The labeling of place of origin of the products or main ingredient is a way to protect the consumer by the Japanese government. For the Malaysian exporters, having this to be label lead them to be genuine in the product they are exporting. This will give good reputation and consumers confident as well. Knowing that name of country will be label, and the place of the main ingredient was obtain, Malaysia exporters has to be careful with the area of the ingredient they obtain. They would gain a higher profit if the main ingredients are taken from famous area. For example, Sarawak peppers are world well known pepper produces. Having the label to be labeled that the pepper are from Sarawak, market value and market demand will definitely high. Overall, having the place of origin to be stated at the labeling helps to increase market value and demand and as a manner to promote the Malaysian current spice product by letting people in Japan know that the quality product are from Malaysia.

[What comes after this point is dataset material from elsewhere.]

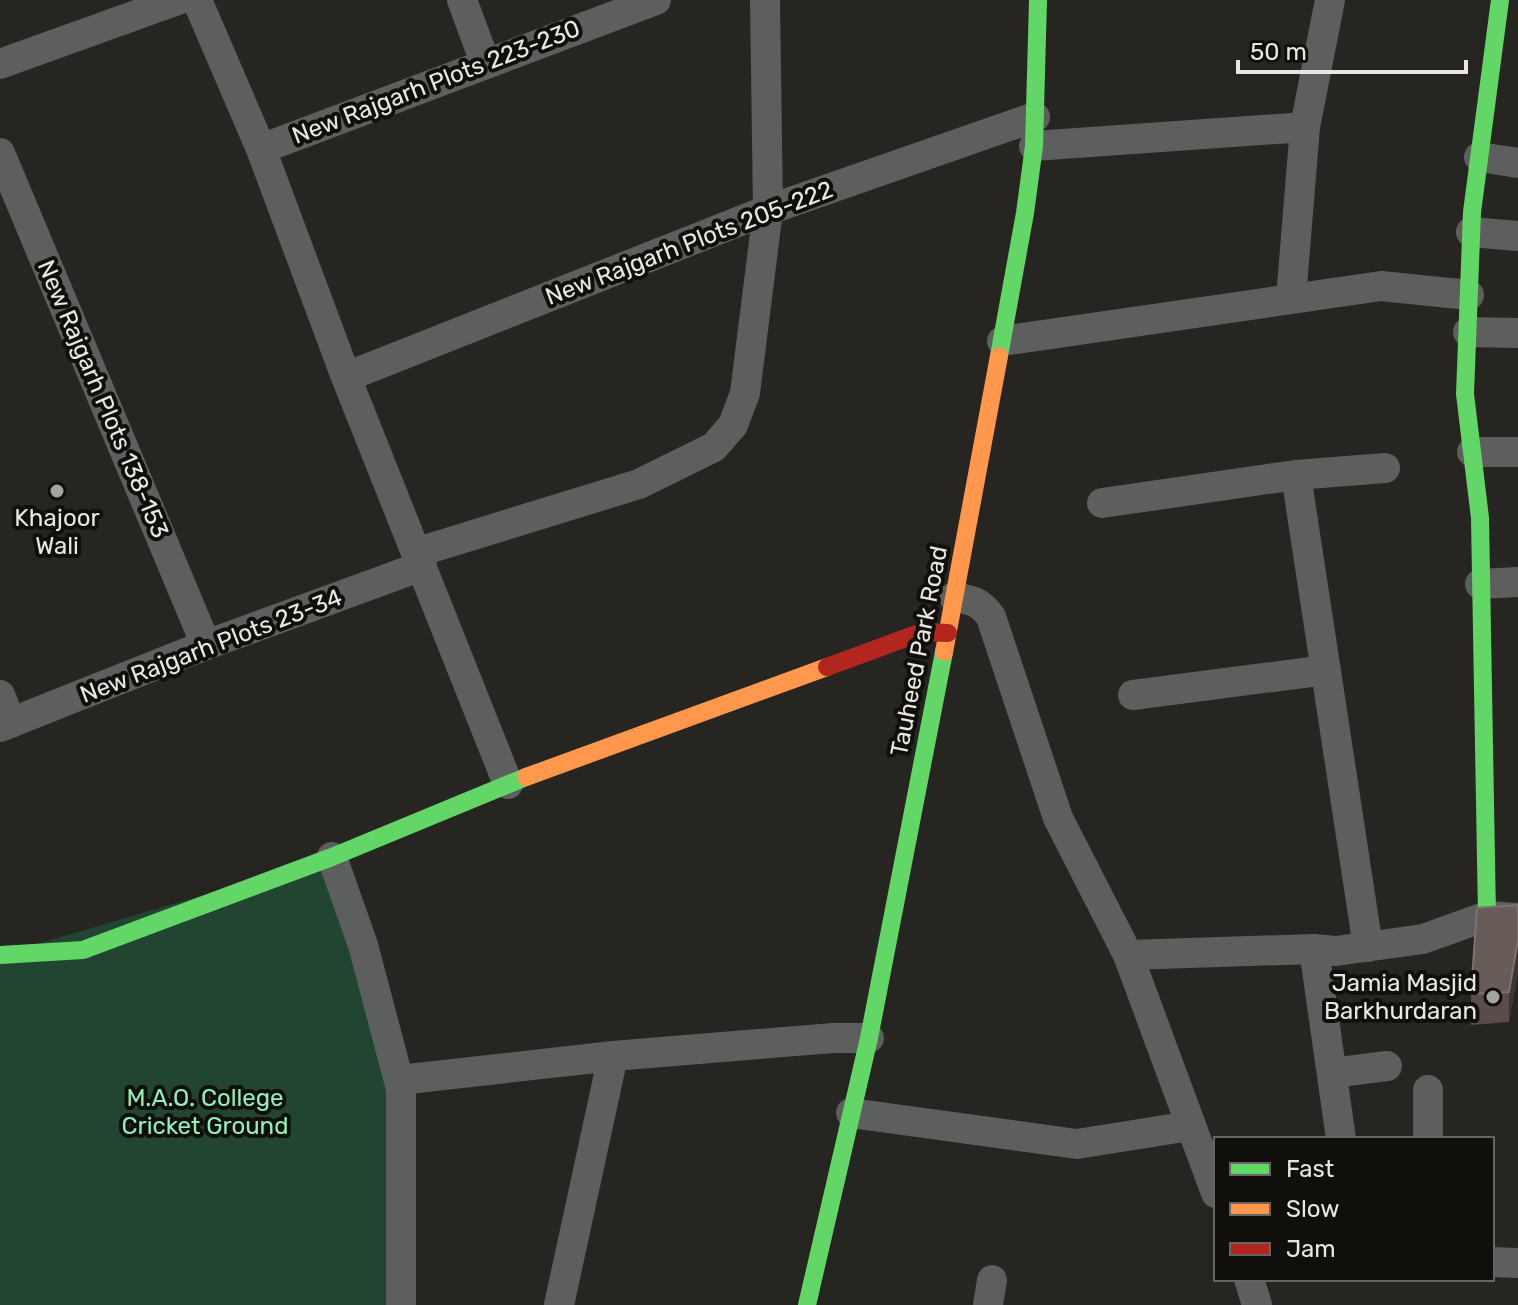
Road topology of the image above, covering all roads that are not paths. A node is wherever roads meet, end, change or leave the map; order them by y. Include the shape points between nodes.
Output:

All in all, having the Malaysia exporter to practice the Japan Quality Labeling System lead to a better labeling which is transparent and provide comprehensive information on the product. This simple raise up the consumer confident and directly help to increase the quality and the demand of the certain food.
Malaysia spice industry has evolved to tackle wider market. More hectares of land were used in spice plantation and this had proven the development of the spice industry in Malaysia. Malaysian spice are quality and widely accepted throughout the world especially curry powder and pepper. Malaysia stands at the 5th position of top exporter of pepper world. This marks the world high demand of Malaysia spice import.
Japan imports the most of the Malaysian spice and that is a huge market for spice exportation to generate income and country’s economy. In spite of customs laws, Japan import of spices from Malaysia needs to go through the three specific laws and regulation in Japan, which are Plant Protection Acts, Food Sanitation Acts and JAS Laws. Plant Protection Acts inspects trespass of harmful microorganism, insects, pests and parasites, and even soil attached in importing plants. Food Sanitation Law is purported to prevent the incidences of health hazards results from human consumption on food, while JAS Law ensures reliability of labeling and symbol on food product. Those relevant importing requirements of Japan have been implicating Malaysian exporters in various aspects, such as extra expenses and investment to comprehend foreign countries regulations, applications of standard certifications, employment of experts, and others.
Therefore, spices industry in Malaysia should maintain and improve the quality of product through more relevant standard certification to ensure the quality and potential exporting comodity. Instead of enhancing the trading relationship with Japan, quality products and good reputation might also explore new market and trading relationship with other countries.